Voluntary intoxication is not a defense to a crime requiring only a general criminal intent, but rather may be introduced to negate an element of the crime charged. People v. Caverio, 286 A.D. 369, 378 (1955). Voluntary intoxication may render the accused incapable of formulating the required intent, and accordingly the charge must be reduced to a lower degree or type that does not require a specific intent. Id.Intoxication, similar to a mitigating defense, “merely reduces the gravity of the offense by negating an element.” People v. Harris, 98 N.Y.2d 452, 475 (2002).
Voluntary intoxication cannot negate the elements of recklessness or depraved indifference. Penal Law § 15.25; People v. Ward, 192 A.D.2d 880 (3d Dep’t 1993). The crime of attempted murder in the second degree, however, requires the specific intent to cause the death of another person. People v. Thomson, 279 A.D.2d 644 (2001). Therefore, the intent element of second degree murder can be negated with intoxication. Id. at 645.
II. Assault in the Second Degree (§ 120.05(2)) & Assault in the First Degree (§120.10(1))
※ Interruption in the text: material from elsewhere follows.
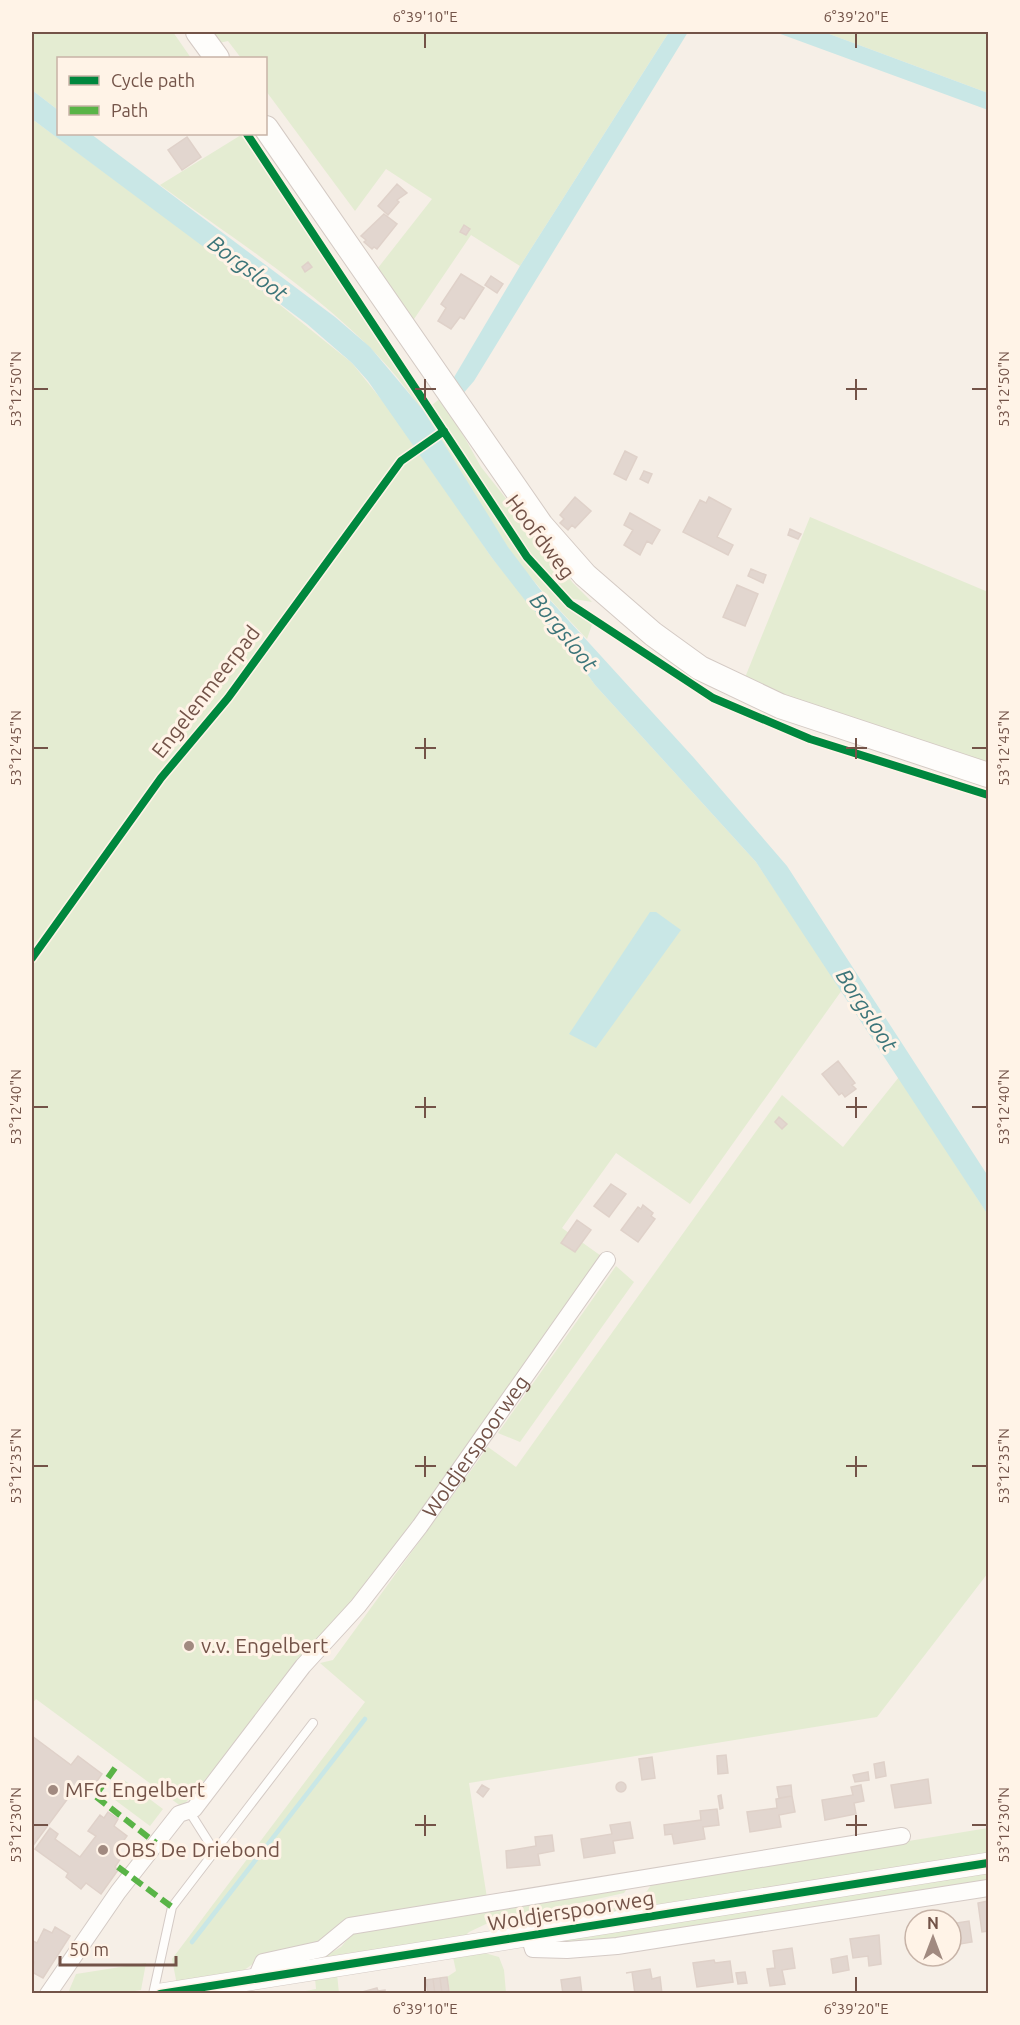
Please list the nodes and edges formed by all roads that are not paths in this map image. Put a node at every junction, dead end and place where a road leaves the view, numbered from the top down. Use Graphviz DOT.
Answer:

If the court fails to instruct the jury of the intent element of assault, the omission may contribute to an improper verdict. People v. Satisfield, 68 A.D.2d 817, 818 (1979). “The court’s reference in its intoxication charge to only the attempted murder might well have served to instill in the jurors’ minds that intent was not an element of the assault charge.” Id. Under Penal Law § 120.05(2), assault in the second degree states “with the intent to cause physical injury.” Similarly, assault in the first degree, under § 120.10 (1), states “With [the] intent to cause serious physical injury” to another person. Consequently, an instruction on intoxication is required in the interest of justice regardless if the defense counsel requests it. People v. Isrile, 64 A.D.2d 536 (1978). In other words, if an intoxication instruction will be read to the jury, it must encompass all specific intent crimes and not solely the charge of attempted murder. Id.